▶ [TASK PROMPT]: Return each line below holding the string "roads".

(RECORDS FOR PROCESSING Opens)

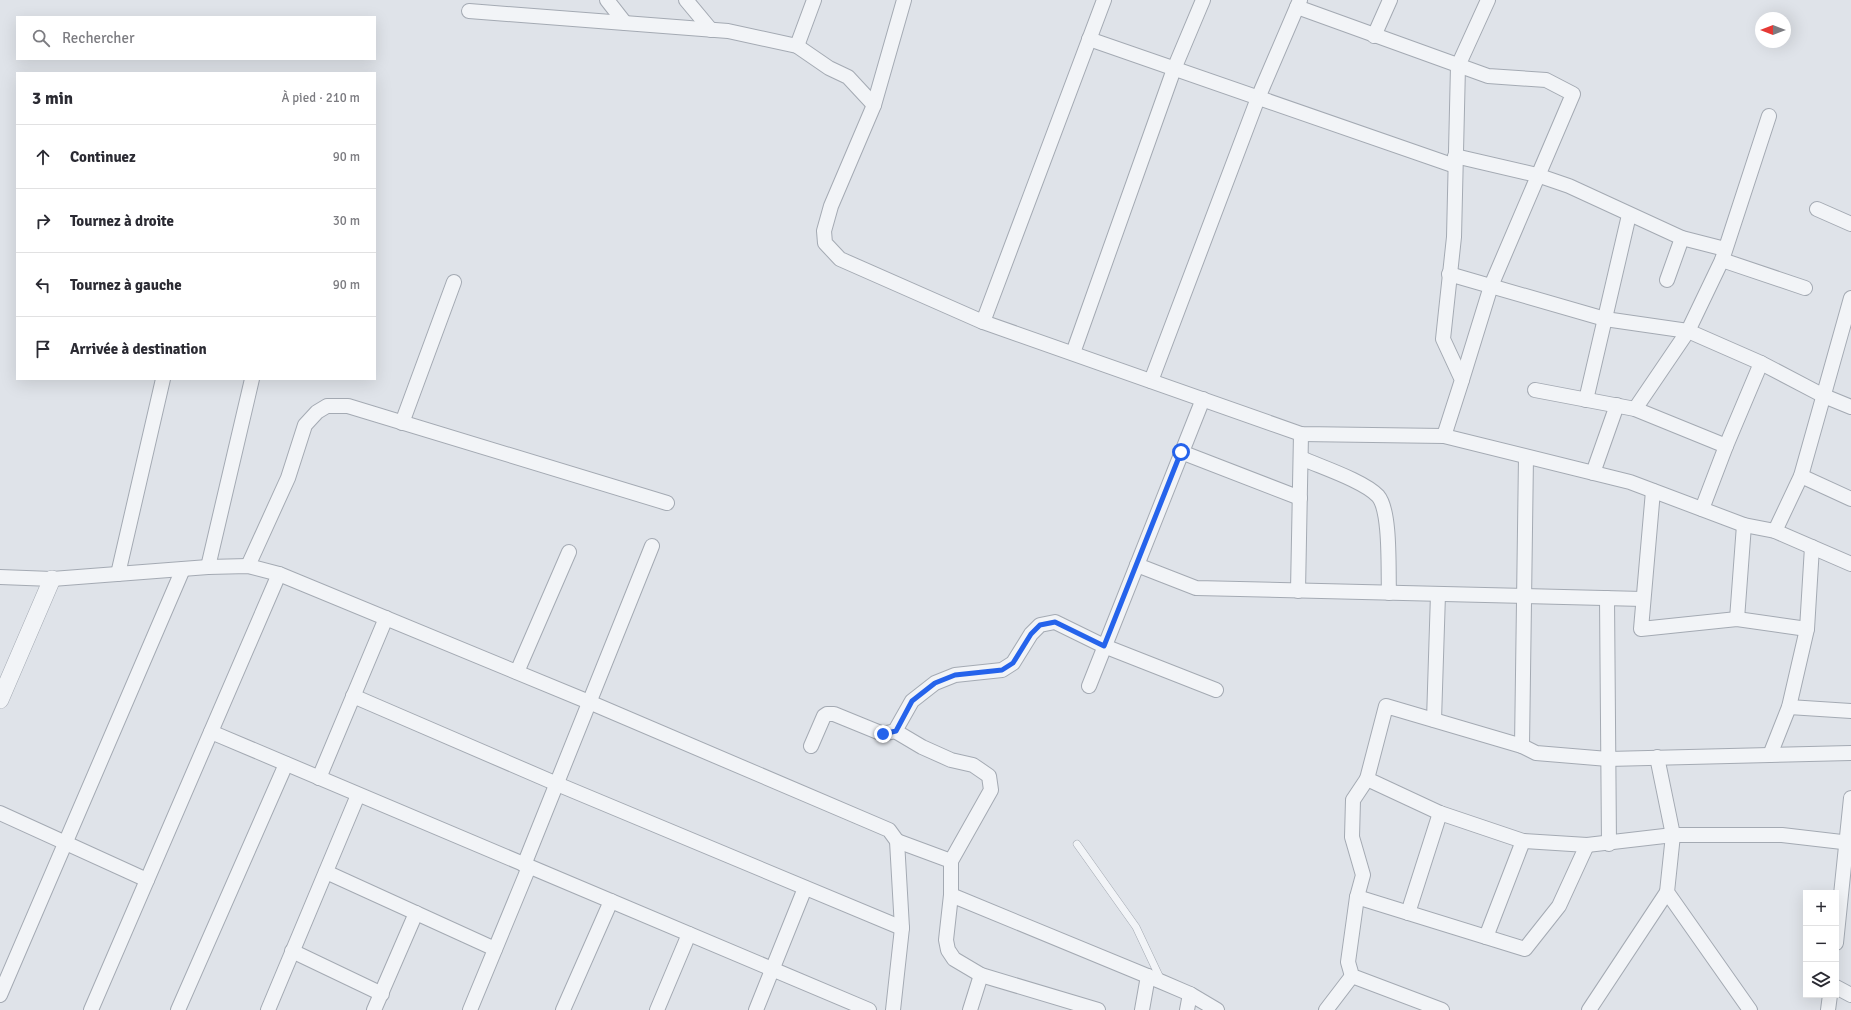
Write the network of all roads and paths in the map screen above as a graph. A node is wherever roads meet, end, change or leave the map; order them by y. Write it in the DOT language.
graph roads {
  1 [pos="607,0"];
  2 [pos="814,0"];
  3 [pos="904,0"];
  4 [pos="1203,0"];
  5 [pos="1390,0"];
  6 [pos="1488,0"];
  7 [pos="1102,2"];
  8 [pos="692,3"];
  9 [pos="1298,4"];
  10 [pos="469,11"];
  11 [pos="625,23"];
  12 [pos="711,30"];
  13 [pos="1374,36"];
  14 [pos="1089,39"];
  15 [pos="797,46"];
  16 [pos="1458,66"];
  17 [pos="1174,68"];
  18 [pos="1258,98"];
  19 [pos="874,105"];
  20 [pos="1769,116"];
  21 [pos="1455,161"];
  22 [pos="1537,175"];
  23 [pos="1817,208"];
  24 [pos="1629,215"];
  25 [pos="1851,224"];
  26 [pos="1682,238"];
  27 [pos="1724,255"];
  28 [pos="1449,274"];
  29 [pos="1667,280"];
  30 [pos="454,282"];
  31 [pos="1491,286"];
  32 [pos="1805,288"];
  33 [pos="1851,298"];
  34 [pos="1605,319"];
  35 [pos="983,322"];
  36 [pos="1688,331"];
  37 [pos="1073,353"];
  38 [pos="1761,363"];
  39 [pos="163,380"];
  40 [pos="252,380"];
  41 [pos="1462,380"];
  42 [pos="1151,381"];
  43 [pos="1535,390"];
  44 [pos="1824,396"];
  45 [pos="1202,399"];
  46 [pos="1586,400"];
  47 [pos="1617,405"];
  48 [pos="1851,407"];
  49 [pos="1635,409"];
  50 [pos="402,423"];
  51 [pos="1302,434"];
  52 [pos="1444,436"];
  53 [pos="1726,446"];
  54 [pos="1181,452"];
  55 [pos="1526,457"];
  56 [pos="1301,458"];
  57 [pos="1593,473"];
  58 [pos="1801,476"];
  59 [pos="1653,491"];
  60 [pos="1850,496"];
  61 [pos="1300,498"];
  62 [pos="667,503"];
  63 [pos="1702,509"];
  64 [pos="1744,525"];
  65 [pos="1776,531"];
  66 [pos="652,546"];
  67 [pos="1812,547"];
  68 [pos="569,552"];
  69 [pos="1851,564"];
  70 [pos="1137,565"];
  71 [pos="248,566"];
  72 [pos="208,567"];
  73 [pos="184,569"];
  74 [pos="118,574"];
  75 [pos="279,574"];
  76 [pos="0,577"];
  77 [pos="52,579"];
  78 [pos="1298,591"];
  79 [pos="1389,593"];
  80 [pos="1438,594"];
  81 [pos="1524,596"];
  82 [pos="1607,598"];
  83 [pos="1643,599"];
  84 [pos="386,618"];
  85 [pos="1736,619"];
  86 [pos="1807,629"];
  87 [pos="1104,646"];
  88 [pos="517,672"];
  89 [pos="1089,686"];
  90 [pos="1216,690"];
  91 [pos="353,696"];
  92 [pos="0,700"];
  93 [pos="589,702"];
  94 [pos="1789,707"];
  95 [pos="1851,711"];
  96 [pos="1434,720"];
  97 [pos="896,731"];
  98 [pos="211,732"];
  99 [pos="811,746"];
  100 [pos="1522,746"];
  101 [pos="1851,753"];
  102 [pos="1770,755"];
  103 [pos="1657,758"];
  104 [pos="1608,759"];
  105 [pos="286,764"];
  106 [pos="319,778"];
  107 [pos="1367,778"];
  108 [pos="557,784"];
  109 [pos="358,795"];
  110 [pos="1851,798"];
  111 [pos="0,813"];
  112 [pos="1440,813"];
  113 [pos="1673,835"];
  114 [pos="897,841"];
  115 [pos="1523,841"];
  116 [pos="1849,843"];
  117 [pos="65,844"];
  118 [pos="1077,844"];
  119 [pos="1609,844"];
  120 [pos="1587,845"];
  121 [pos="952,861"];
  122 [pos="527,866"];
  123 [pos="326,872"];
  124 [pos="147,880"];
  125 [pos="805,888"];
  126 [pos="1667,892"];
  127 [pos="951,895"];
  128 [pos="1357,898"];
  129 [pos="611,901"];
  130 [pos="416,913"];
  131 [pos="1408,913"];
  132 [pos="1838,926"];
  133 [pos="902,928"];
  134 [pos="689,934"];
  135 [pos="1486,937"];
  136 [pos="495,949"];
  137 [pos="292,952"];
  138 [pos="773,969"];
  139 [pos="981,975"];
  140 [pos="1148,976"];
  141 [pos="1352,976"];
  142 [pos="1162,982"];
  143 [pos="1839,989"];
  144 [pos="382,994"];
  145 [pos="1190,994"];
  146 [pos="1851,995"];
  147 [pos="0,996"];
  148 [pos="1830,998"];
  149 [pos="1058,1004"];
  150 [pos="91,1010"];
  151 [pos="178,1010"];
  152 [pos="268,1010"];
  153 [pos="374,1010"];
  154 [pos="470,1010"];
  155 [pos="564,1010"];
  156 [pos="657,1010"];
  157 [pos="756,1010"];
  158 [pos="870,1010"];
  159 [pos="893,1010"];
  160 [pos="970,1010"];
  161 [pos="1098,1010"];
  162 [pos="1142,1010"];
  163 [pos="1187,1010"];
  164 [pos="1216,1010"];
  165 [pos="1326,1010"];
  166 [pos="1442,1010"];
  167 [pos="1589,1010"];
  168 [pos="1750,1010"];
  169 [pos="1828,1010"];
  1 -- 11 [label="street"];
  2 -- 15 [label="street"];
  3 -- 19 [label="street"];
  4 -- 17 [label="street"];
  5 -- 13 [label="street"];
  6 -- 16 [label="street"];
  7 -- 14 [label="street"];
  8 -- 12 [label="street"];
  9 -- 13 [label="street"];
  9 -- 18 [label="street"];
  10 -- 11 [label="street"];
  11 -- 12 [label="street"];
  12 -- 15 [label="street"];
  13 -- 16 [label="street"];
  14 -- 17 [label="street"];
  14 -- 35 [label="street"];
  15 -- 19 [label="street"];
  16 -- 21 [label="street"];
  16 -- 22 [label="street"];
  17 -- 18 [label="street"];
  17 -- 37 [label="street"];
  18 -- 21 [label="street"];
  18 -- 42 [label="street"];
  19 -- 35 [label="street"];
  20 -- 27 [label="street"];
  21 -- 22 [label="street"];
  21 -- 28 [label="street"];
  22 -- 24 [label="street"];
  22 -- 31 [label="street"];
  23 -- 25 [label="street"];
  24 -- 26 [label="street"];
  24 -- 34 [label="street"];
  26 -- 27 [label="street"];
  26 -- 29 [label="street"];
  27 -- 32 [label="street"];
  27 -- 36 [label="street"];
  28 -- 31 [label="street"];
  28 -- 41 [label="street"];
  30 -- 50 [label="street"];
  31 -- 34 [label="street"];
  31 -- 41 [label="street"];
  33 -- 44 [label="street"];
  34 -- 36 [label="street"];
  34 -- 46 [label="street"];
  35 -- 37 [label="street"];
  36 -- 38 [label="street"];
  36 -- 49 [label="street"];
  37 -- 42 [label="street"];
  38 -- 44 [label="street"];
  38 -- 53 [label="street"];
  39 -- 74 [label="street"];
  40 -- 72 [label="street"];
  41 -- 52 [label="street"];
  42 -- 45 [label="street"];
  43 -- 46 [label="street"];
  44 -- 48 [label="street"];
  44 -- 58 [label="street"];
  45 -- 51 [label="street"];
  45 -- 54 [label="street"];
  46 -- 47 [label="street"];
  47 -- 49 [label="street"];
  47 -- 57 [label="street"];
  49 -- 53 [label="street"];
  50 -- 62 [label="street"];
  50 -- 71 [label="street"];
  51 -- 52 [label="street"];
  51 -- 56 [label="street"];
  52 -- 55 [label="street"];
  53 -- 63 [label="street"];
  54 -- 61 [label="street"];
  54 -- 70 [label="street"];
  55 -- 57 [label="street"];
  55 -- 81 [label="street"];
  56 -- 61 [label="street"];
  56 -- 79 [label="street"];
  57 -- 59 [label="street"];
  58 -- 60 [label="street"];
  58 -- 65 [label="street"];
  59 -- 63 [label="street"];
  59 -- 83 [label="street"];
  61 -- 78 [label="street"];
  63 -- 64 [label="street"];
  64 -- 65 [label="street"];
  64 -- 85 [label="street"];
  65 -- 67 [label="street"];
  66 -- 93 [label="street"];
  67 -- 69 [label="street"];
  67 -- 86 [label="street"];
  68 -- 88 [label="street"];
  70 -- 78 [label="street"];
  70 -- 87 [label="street"];
  71 -- 72 [label="street"];
  71 -- 75 [label="street"];
  72 -- 73 [label="street"];
  73 -- 74 [label="street"];
  73 -- 117 [label="street"];
  74 -- 77 [label="street"];
  75 -- 84 [label="street"];
  75 -- 98 [label="street"];
  76 -- 77 [label="street"];
  77 -- 92 [label="street"];
  78 -- 79 [label="street"];
  79 -- 80 [label="street"];
  80 -- 81 [label="street"];
  80 -- 96 [label="street"];
  81 -- 82 [label="street"];
  81 -- 100 [label="street"];
  82 -- 83 [label="street"];
  82 -- 104 [label="street"];
  83 -- 85 [label="street"];
  84 -- 88 [label="street"];
  84 -- 91 [label="street"];
  85 -- 86 [label="street"];
  86 -- 94 [label="street"];
  87 -- 89 [label="street"];
  87 -- 90 [label="street"];
  87 -- 97 [label="street"];
  88 -- 93 [label="street"];
  91 -- 106 [label="street"];
  91 -- 108 [label="street"];
  93 -- 108 [label="street"];
  93 -- 114 [label="street"];
  94 -- 95 [label="street"];
  94 -- 102 [label="street"];
  96 -- 100 [label="street"];
  96 -- 107 [label="street"];
  97 -- 99 [label="street"];
  97 -- 121 [label="street"];
  98 -- 105 [label="street"];
  98 -- 124 [label="street"];
  100 -- 104 [label="street"];
  101 -- 102 [label="street"];
  102 -- 103 [label="street"];
  103 -- 104 [label="street"];
  103 -- 113 [label="street"];
  104 -- 119 [label="street"];
  105 -- 106 [label="street"];
  105 -- 151 [label="street"];
  106 -- 109 [label="street"];
  107 -- 112 [label="street"];
  107 -- 128 [label="street"];
  108 -- 122 [label="street"];
  108 -- 125 [label="street"];
  109 -- 122 [label="street"];
  109 -- 123 [label="street"];
  110 -- 116 [label="street"];
  111 -- 117 [label="street"];
  112 -- 115 [label="street"];
  112 -- 131 [label="street"];
  113 -- 116 [label="street"];
  113 -- 119 [label="street"];
  113 -- 126 [label="street"];
  114 -- 121 [label="street"];
  114 -- 133 [label="street"];
  115 -- 120 [label="street"];
  115 -- 135 [label="street"];
  116 -- 132 [label="street"];
  117 -- 124 [label="street"];
  117 -- 147 [label="street"];
  118 -- 142 [label="lane"];
  119 -- 120 [label="street"];
  120 -- 135 [label="street"];
  121 -- 127 [label="street"];
  122 -- 129 [label="street"];
  122 -- 136 [label="street"];
  123 -- 130 [label="street"];
  123 -- 137 [label="street"];
  124 -- 150 [label="street"];
  125 -- 133 [label="street"];
  125 -- 138 [label="street"];
  126 -- 167 [label="street"];
  126 -- 168 [label="street"];
  127 -- 139 [label="street"];
  127 -- 140 [label="street"];
  128 -- 131 [label="street"];
  128 -- 141 [label="street"];
  129 -- 134 [label="street"];
  129 -- 155 [label="street"];
  130 -- 136 [label="street"];
  130 -- 144 [label="street"];
  131 -- 135 [label="street"];
  133 -- 159 [label="street"];
  134 -- 138 [label="street"];
  134 -- 156 [label="street"];
  136 -- 154 [label="street"];
  137 -- 144 [label="street"];
  137 -- 152 [label="street"];
  138 -- 157 [label="street"];
  138 -- 158 [label="street"];
  139 -- 149 [label="street"];
  139 -- 160 [label="street"];
  140 -- 142 [label="street"];
  140 -- 162 [label="street"];
  141 -- 165 [label="street"];
  141 -- 166 [label="street"];
  142 -- 145 [label="street"];
  143 -- 146 [label="street"];
  144 -- 153 [label="street"];
  145 -- 163 [label="street"];
  145 -- 164 [label="street"];
  148 -- 169 [label="street"];
  149 -- 161 [label="street"];
}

(RECORDS FOR PROCESSING Closes)

▶ [ANSWER SPACE]:
Write the network of all roads and paths in the map screen above as a graph. A node is wherever roads meet, end, change or leave the map; order them by y. Write it in the DOT language.
graph roads {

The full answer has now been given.